I'll share my experience...Onyx was 6 months and going thru her first of three bouts of Panostietis. I researched diet and decided RAW was what we would try. I didn't feed them in the am and at the night time feeding I gave her and 2 yr Kacie a chix leg 1/4 for their first meal, I did leave the skin on. I ran in the house to grab my camera and Onyx had it gone! I had no problems at all with the switch, other than the normal pudding poo that goes with the changeover. It stopped after a couple of days. 
Because of the economy, I am now having a hard time getting the beeef meat grind I normally feed, fewer people are buying beef, so the processor has nothing to make into dog food. I am using a pork grind now, and Onyx has sensitivities to chicken, so it is getting to be harder to find cheap resources. I think the transition is easier than finding the food to feed without going broke.
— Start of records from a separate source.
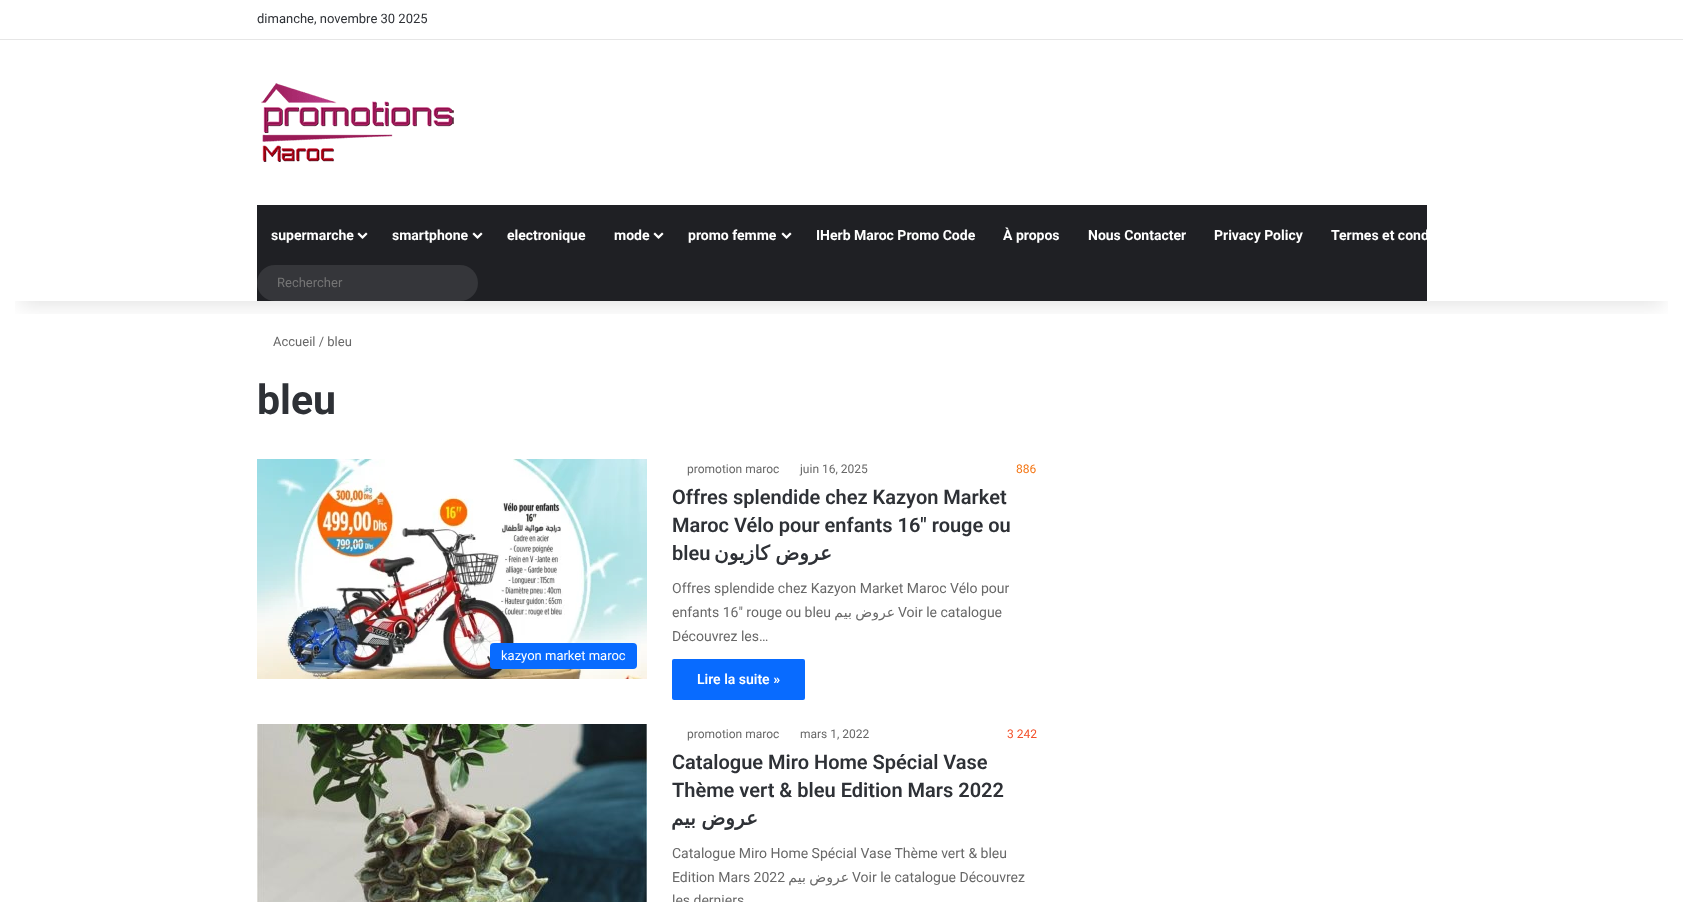 async function draw(canvas) {
	canvas.width = 1683;
	canvas.height = 902;
	const c = canvas.getContext('2d');
	c.miterLimit = 4;
	c.fontKerning = 'normal';
	async function loadImage(src) {
		const img = new Image();
		img.src = src;
		await img.decode();
		return img;
	}

	c.fillStyle = '#fff';
	c.fillRect(0, 0, 1683, 902);
	c.save();
	c.beginPath();
	c.rect(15, 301, 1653, 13);
	c.clip();
	c.fillStyle = '#0000001a';
	c.filter = 'blur(10px)';
	c.beginPath();
	c.rect(20, 44, 1643, 262);
	c.fill();
	c.filter = 'none';
	c.restore();
	c.fillStyle = '#e6e6e6';
	c.fillRect(0, 39, 1683, 1);
	c.font = '13px Roboto';
	c.fillStyle = '#2e3136';
	c.fillText('dimanche, novembre 30 2025', 257, 23);
	c.drawImage(await loadImage('img1.png'), 261, 83, 193, 79);
	c.fillStyle = '#1f2024';
	c.fillRect(257, 205, 1170, 96);
	c.font = 'bold 14px Roboto';
	c.fillStyle = '#fff';
	c.fillText('supermarche', 271, 240);
	c.drawImage(await loadImage('img2.png'), 357, 232, 11, 7);
	c.fillText('smartphone', 392, 240);
	c.drawImage(await loadImage('img2.png'), 472, 232, 11, 7);
	c.fillText('electronique', 507, 240);
	c.fillText('mode', 614, 240);
	c.drawImage(await loadImage('img2.png'), 653, 232, 11, 7);
	c.fillText('promo femme', 688, 240);
	c.drawImage(await loadImage('img2.png'), 781, 232, 11, 7);
	for (const [text, x, y] of [
		['IHerb Maroc Promo Code', 816, 240],
		['À propos', 1003, 240],
		['Nous Contacter', 1088, 240],
		['Privacy Policy', 1214, 240],
		['Termes et cond', 1331, 240],
	]) {
		c.fillText(text, x, y);
	}
	c.fillStyle = '#35363a';
	c.beginPath();
	c.roundRect(257, 265, 221, 36, 18);
	c.fill();
	c.font = '13px Roboto';
	c.fillStyle = '#757575';
	c.fillText('Rechercher', 277, 287);
	c.fillStyle = '#686868';
	c.fillText('Accueil / bleu', 273, 346);
	c.font = 'bold 41px Roboto';
	c.fillStyle = '#2e3136';
	c.fillText('bleu', 257, 414);
	c.drawImage(await loadImage('img3.png'), 257, 459, 390, 220);
	c.fillStyle = '#086bff';
	c.beginPath();
	c.roundRect(490, 643, 147, 26, 4);
	c.fill();
	c.font = '13px Roboto';
	c.fillStyle = '#fff';
	c.fillText('kazyon market maroc', 501, 660);
	c.font = '12px Roboto';
	c.fillStyle = '#686868';
	c.fillText('promotion maroc', 687, 473);
	c.fillText('juin 16, 2025', 800, 473);
	c.fillStyle = '#f47614';
	c.fillText('886', 1016, 473);
	c.font = '600 20px Roboto';
	c.fillStyle = '#2e3136';
	for (const [text, x, y] of [
		['Offres splendide chez Kazyon Market', 672, 504],
		['Maroc Vélo pour enfants 16″ rouge ou', 672, 532],
		['bleu', 672, 560],
	]) {
		c.fillText(text, x, y);
	}
	c.wordSpacing = '-1px';
	c.direction = 'rtl';
	c.font = 'bold 20px DejaVu Sans';
	c.fillText('عروض كازيون', 832, 560);
	c.wordSpacing = '0px';
	c.direction = 'ltr';
	c.font = '14px Roboto';
	c.fillStyle = '#686868';
	c.fillText('Offres splendide chez Kazyon Market Maroc Vélo pour', 672, 593);
	c.fillText('enfants 16″ rouge ou bleu', 672, 617);
	c.wordSpacing = '-1px';
	c.direction = 'rtl';
	c.font = '14px DejaVu Sans';
	c.fillText('عروض بيم', 895, 617);
	c.wordSpacing = '0px';
	c.direction = 'ltr';
	c.font = '14px Roboto';
	c.fillText('Voir le catalogue', 898, 617);
	c.fillText('Découvrez les…', 672, 641);
	c.fillStyle = '#086bff';
	c.beginPath();
	c.roundRect(672, 659, 133, 41, 2);
	c.fill();
	c.font = '600 14px Roboto';
	c.fillStyle = '#fff';
	c.fillText('Lire la suite »', 697, 684);
	c.drawImage(await loadImage('img4.png'), 257, 724, 390, 178);
	c.font = '12px Roboto';
	c.fillStyle = '#686868';
	c.fillText('promotion maroc', 687, 738);
	c.fillText('mars 1, 2022', 800, 738);
	c.fillStyle = '#f3522c';
	c.fillText('3 242', 1007, 738);
	c.font = '600 20px Roboto';
	c.fillStyle = '#2e3136';
	c.fillText('Catalogue Miro Home Spécial Vase', 672, 769);
	c.fillText('Thème vert & bleu Edition Mars 2022', 672, 797);
	c.wordSpacing = '-1px';
	c.direction = 'rtl';
	c.font = 'bold 20px DejaVu Sans';
	c.fillText('عروض بيم', 758, 825);
	c.wordSpacing = '0px';
	c.direction = 'ltr';
	c.font = '14px Roboto';
	c.fillStyle = '#686868';
	c.fillText('Catalogue Miro Home Spécial Vase Thème vert & bleu', 672, 858);
	c.fillText('Edition Mars 2022', 672, 882);
	c.wordSpacing = '-1px';
	c.direction = 'rtl';
	c.font = '14px DejaVu Sans';
	c.fillText('عروض بيم', 849, 882);
	c.wordSpacing = '0px';
	c.direction = 'ltr';
	c.font = '14px Roboto';
	c.fillText('Voir le catalogue Découvrez', 852, 882);
	c.fillText('les derniers', 672, 905);
}

draw(document.querySelector('canvas'));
Good luck!


----------



## lhczth (Apr 5, 2000)

The dogs/puppies I have switched were all done cold turkey. They got kibble for dinner the night before and raw the next morning. Younger puppies (8-10 weeks) I would grind for a few days until they got used to the raw. Older puppies (3 months) I just introduced the raw chicken like I did the adults I switched. I usually used leg quarters or backs. Then I would introduce turkey necks, beef heart, eggs, eventually beef liver and last the pork necks.


----------



## mspiker03 (Dec 7, 2006)

I switched my dogs (who were 2 at the time) cold turkey. They ate kibble for dinner and the next morning had a raw meal.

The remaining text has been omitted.